Human pose keypoint data:
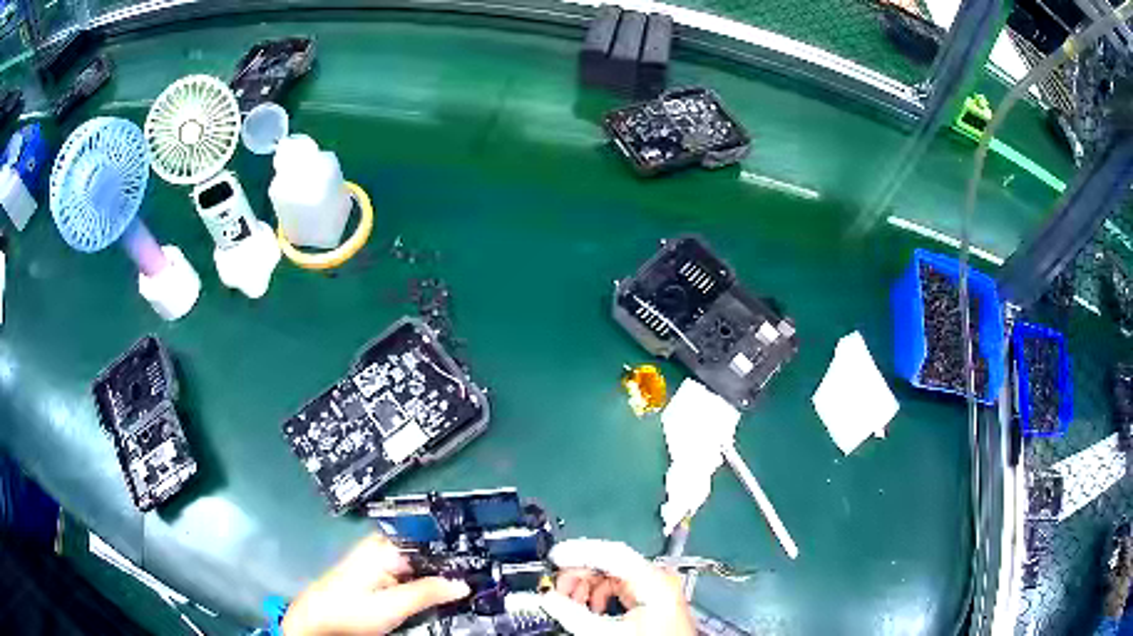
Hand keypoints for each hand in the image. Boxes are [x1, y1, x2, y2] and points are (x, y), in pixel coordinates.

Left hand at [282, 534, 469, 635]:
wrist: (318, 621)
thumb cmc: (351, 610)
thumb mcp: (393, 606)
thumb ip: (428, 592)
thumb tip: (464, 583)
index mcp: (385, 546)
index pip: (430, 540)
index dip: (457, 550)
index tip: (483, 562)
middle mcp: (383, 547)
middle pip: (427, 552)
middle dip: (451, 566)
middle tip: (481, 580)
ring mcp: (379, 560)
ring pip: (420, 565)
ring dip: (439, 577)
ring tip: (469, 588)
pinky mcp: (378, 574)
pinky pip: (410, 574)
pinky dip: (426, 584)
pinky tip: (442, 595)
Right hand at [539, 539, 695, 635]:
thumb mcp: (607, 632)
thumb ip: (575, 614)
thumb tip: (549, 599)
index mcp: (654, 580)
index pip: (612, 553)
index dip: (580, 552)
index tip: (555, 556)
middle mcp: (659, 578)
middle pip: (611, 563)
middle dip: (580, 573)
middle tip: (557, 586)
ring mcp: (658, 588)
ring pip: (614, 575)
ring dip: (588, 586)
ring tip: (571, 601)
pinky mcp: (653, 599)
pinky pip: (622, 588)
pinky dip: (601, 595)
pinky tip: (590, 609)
---
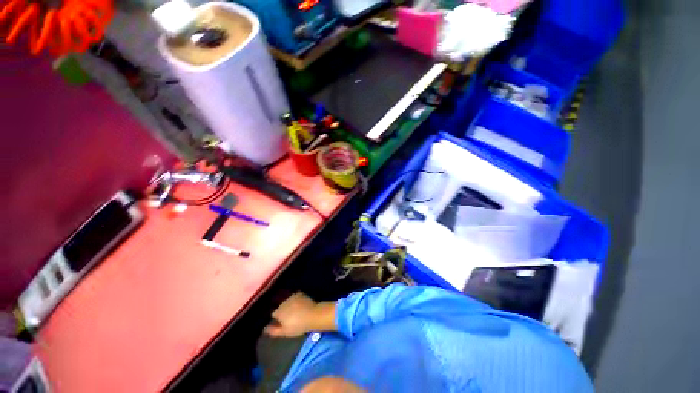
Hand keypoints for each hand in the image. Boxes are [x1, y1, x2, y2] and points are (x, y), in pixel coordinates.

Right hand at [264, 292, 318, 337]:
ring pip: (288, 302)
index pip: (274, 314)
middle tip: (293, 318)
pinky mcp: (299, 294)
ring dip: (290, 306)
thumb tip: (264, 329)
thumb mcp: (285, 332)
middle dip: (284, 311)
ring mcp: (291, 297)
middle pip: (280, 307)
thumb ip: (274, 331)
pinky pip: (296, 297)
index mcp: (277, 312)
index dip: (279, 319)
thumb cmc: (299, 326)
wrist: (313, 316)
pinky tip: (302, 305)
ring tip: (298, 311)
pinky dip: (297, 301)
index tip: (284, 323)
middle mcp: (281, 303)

▶ **PROBLEM STATEMENT**: Looking at the entries above, can you reproduce exactly the lines from the one that holds "wrist: (318, 621)" through the one that holds "thumb tip: (549, 599)", and only those?

▶ **PROBLEM SOLUTION**:
wrist: (318, 621)
thumb cmc: (351, 610)
thumb mcp: (393, 606)
thumb ip: (428, 592)
thumb tip: (464, 583)
index mcp: (385, 546)
index pip: (430, 540)
index dip: (457, 550)
index tip: (483, 562)
middle mcp: (383, 547)
middle pip: (427, 552)
middle dip: (451, 566)
middle tip: (481, 580)
ring mcp: (379, 560)
ring pip: (420, 565)
ring dip: (439, 577)
ring tip: (469, 588)
pinky mcp: (378, 574)
pinky pip: (410, 574)
pinky dip: (426, 584)
pinky tip: (442, 595)
Right hand at [539, 539, 695, 635]:
thumb mcp: (607, 632)
thumb ip: (575, 614)
thumb tip: (549, 599)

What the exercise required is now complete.